When MS Comes Later in Life

This week Mary Devereux shares her experience living with multiple sclerosis, after being diagnosed later in life.

No two people with Multiple Sclerosis have the same symptoms, the same pain, the same cognitive difficulties or mobility issues. They may be similar but they are not the same.

And not everyone that gets a diagnosis of Multiple Sclerosis in later life thinks like me.

This is me

Is there ever a ‘right time’ in to be given life-changing news? I don’t think so. Whatever we have had or done at whatever age, when it’s taken away or has to be changed, not by choice, but because of necessity, you try your best to get on with it. But anger and fear will rear their heads just when you least expect it.

I was 44 years old when I was diagnosed with Primary Progressive MS (PPMS). My life was good; l had a great job, two beautiful children and a great husband.

We had worked hard to get were we where.

In terms of getting diagnosed, it wasn’t that long a process. It took two years and seven consultants until I had an MRI done. That MRI told its own story and it would have still been the same story if it was done two years before. I knew there was something wrong with me but I didn’t know what.

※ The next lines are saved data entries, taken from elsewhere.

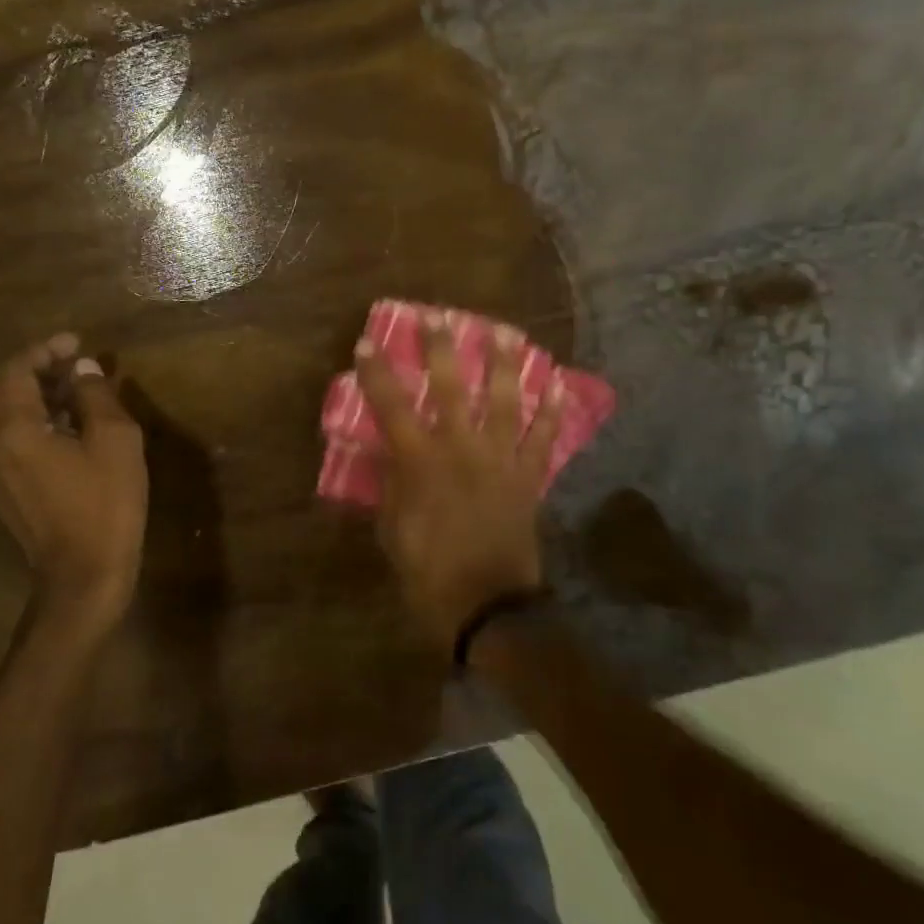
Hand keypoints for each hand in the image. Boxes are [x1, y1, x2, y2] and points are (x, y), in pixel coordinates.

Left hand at [0, 333, 147, 637]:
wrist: (84, 574)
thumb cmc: (105, 504)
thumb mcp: (115, 441)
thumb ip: (96, 396)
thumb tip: (83, 369)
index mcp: (13, 429)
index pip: (16, 371)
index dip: (44, 350)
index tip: (75, 342)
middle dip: (24, 368)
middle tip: (62, 364)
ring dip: (22, 393)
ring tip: (67, 390)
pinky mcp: (1, 488)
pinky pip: (0, 437)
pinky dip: (22, 417)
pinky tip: (61, 424)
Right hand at [355, 316, 563, 656]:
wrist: (488, 606)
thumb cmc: (429, 572)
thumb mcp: (393, 530)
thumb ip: (392, 485)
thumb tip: (392, 453)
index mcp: (422, 463)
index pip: (392, 407)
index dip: (378, 373)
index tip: (367, 343)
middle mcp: (463, 450)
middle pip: (451, 388)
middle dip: (442, 349)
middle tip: (438, 317)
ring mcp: (501, 461)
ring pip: (505, 401)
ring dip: (505, 365)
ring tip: (506, 332)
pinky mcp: (528, 478)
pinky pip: (543, 439)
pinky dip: (551, 411)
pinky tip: (556, 384)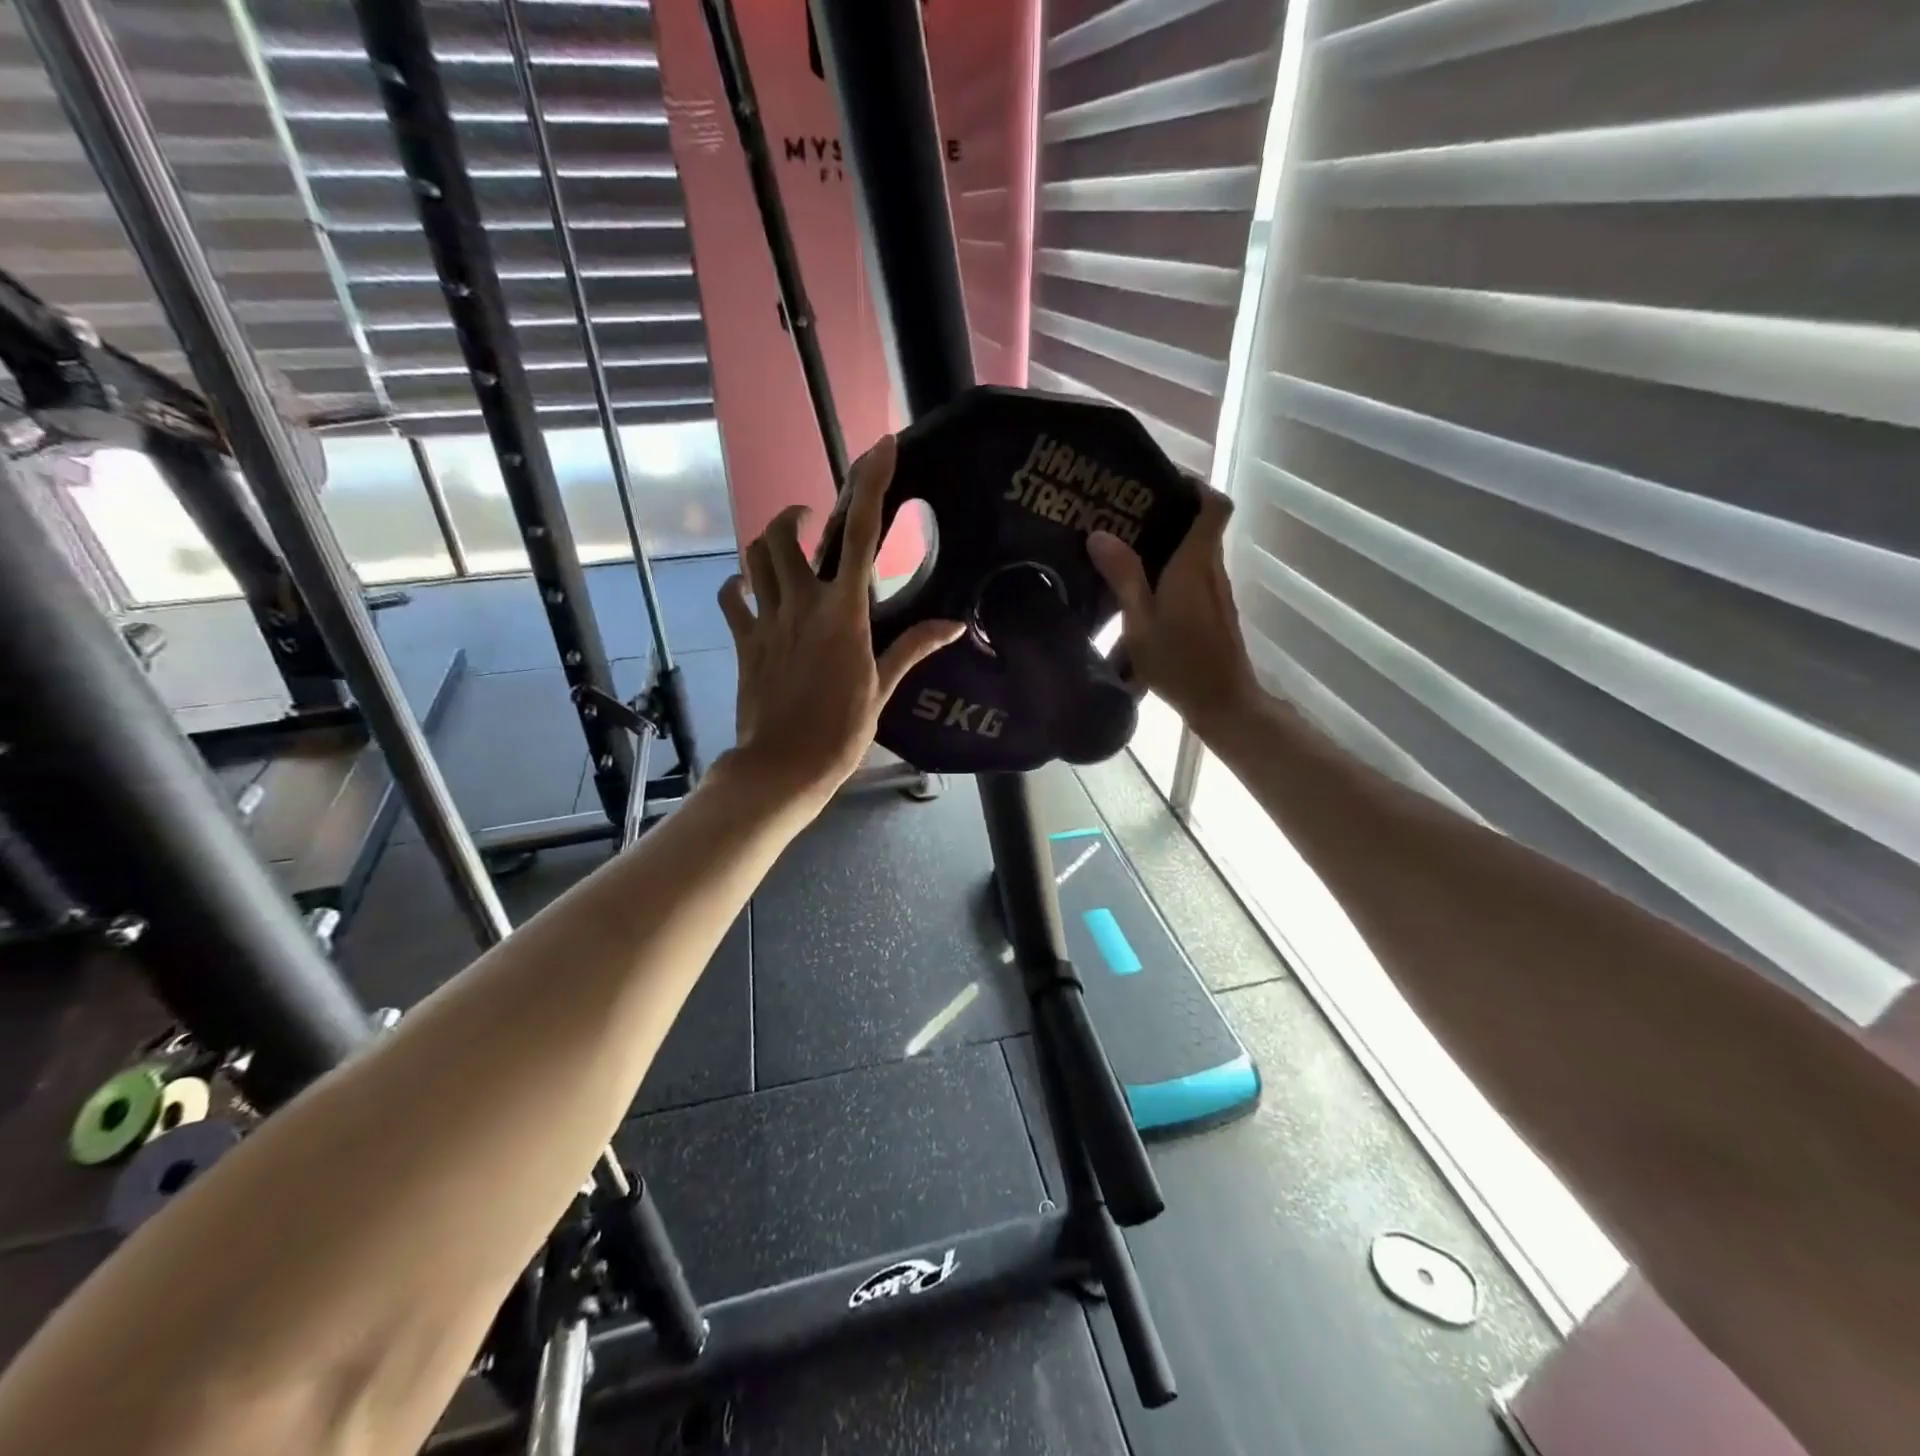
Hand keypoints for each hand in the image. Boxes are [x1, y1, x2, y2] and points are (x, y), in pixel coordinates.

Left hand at [718, 437, 961, 811]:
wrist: (784, 767)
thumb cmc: (841, 732)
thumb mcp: (883, 689)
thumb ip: (913, 648)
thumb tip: (954, 625)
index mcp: (843, 613)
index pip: (859, 535)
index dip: (870, 486)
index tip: (881, 448)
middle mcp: (801, 605)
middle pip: (784, 535)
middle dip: (796, 514)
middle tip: (811, 520)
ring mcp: (766, 621)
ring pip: (753, 558)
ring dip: (768, 544)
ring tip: (785, 550)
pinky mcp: (744, 641)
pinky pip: (732, 598)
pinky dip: (739, 585)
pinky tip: (752, 590)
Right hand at [1087, 485, 1259, 733]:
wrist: (1221, 703)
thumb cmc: (1179, 662)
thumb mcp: (1140, 622)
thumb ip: (1123, 577)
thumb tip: (1099, 534)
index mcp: (1195, 564)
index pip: (1214, 506)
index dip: (1195, 486)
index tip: (1160, 484)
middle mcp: (1211, 570)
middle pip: (1200, 528)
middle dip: (1166, 517)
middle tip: (1124, 516)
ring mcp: (1216, 592)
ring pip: (1194, 556)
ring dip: (1165, 549)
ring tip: (1123, 552)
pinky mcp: (1213, 612)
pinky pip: (1192, 578)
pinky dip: (1169, 575)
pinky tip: (1139, 593)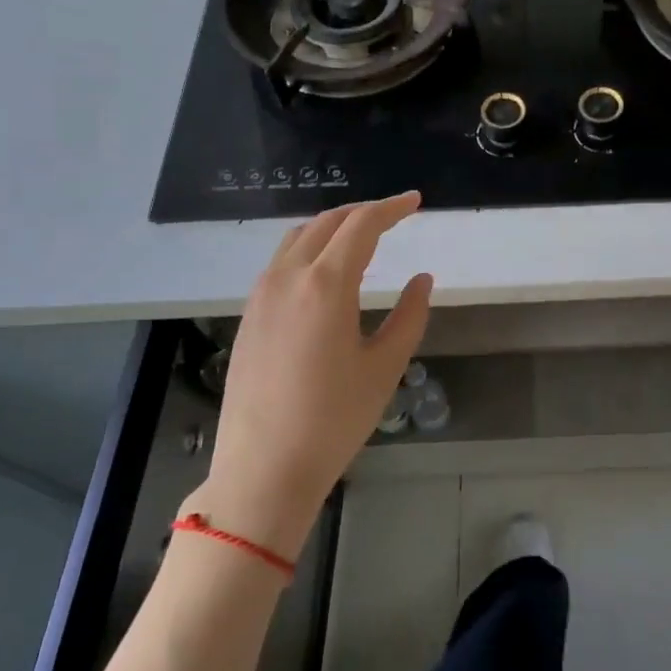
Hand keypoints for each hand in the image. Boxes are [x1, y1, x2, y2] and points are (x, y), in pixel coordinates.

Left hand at [192, 193, 431, 552]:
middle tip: (394, 215)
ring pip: (297, 238)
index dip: (391, 208)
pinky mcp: (248, 315)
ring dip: (332, 226)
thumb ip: (409, 315)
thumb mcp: (385, 367)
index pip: (361, 225)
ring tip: (361, 236)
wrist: (263, 468)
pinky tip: (325, 272)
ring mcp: (261, 295)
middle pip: (326, 223)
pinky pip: (280, 262)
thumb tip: (422, 279)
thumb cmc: (334, 419)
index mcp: (325, 285)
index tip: (415, 202)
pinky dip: (308, 248)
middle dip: (363, 212)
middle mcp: (288, 277)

I thought possibly Alzheimer’s or a brain tumour.

But a disconnected voice over the ‘phone at 5.20pm on Valentine’s Day told me I had MS. I got such a shock… my whole world rocked.

I ran away from my diagnosis and kept running for the next five years. I kept running until it caught up with me. It took a further three years before I had to walk away from my job.

The guilt is overwhelming and MS consumed ever minute in my head, every conversation. If I wasn’t catastrophizing, I was ruminating. It was endless. All the ‘what ifs?’ and the ‘whys?

They say what you’ve never had you will never miss but I had it all and by god, do I miss it.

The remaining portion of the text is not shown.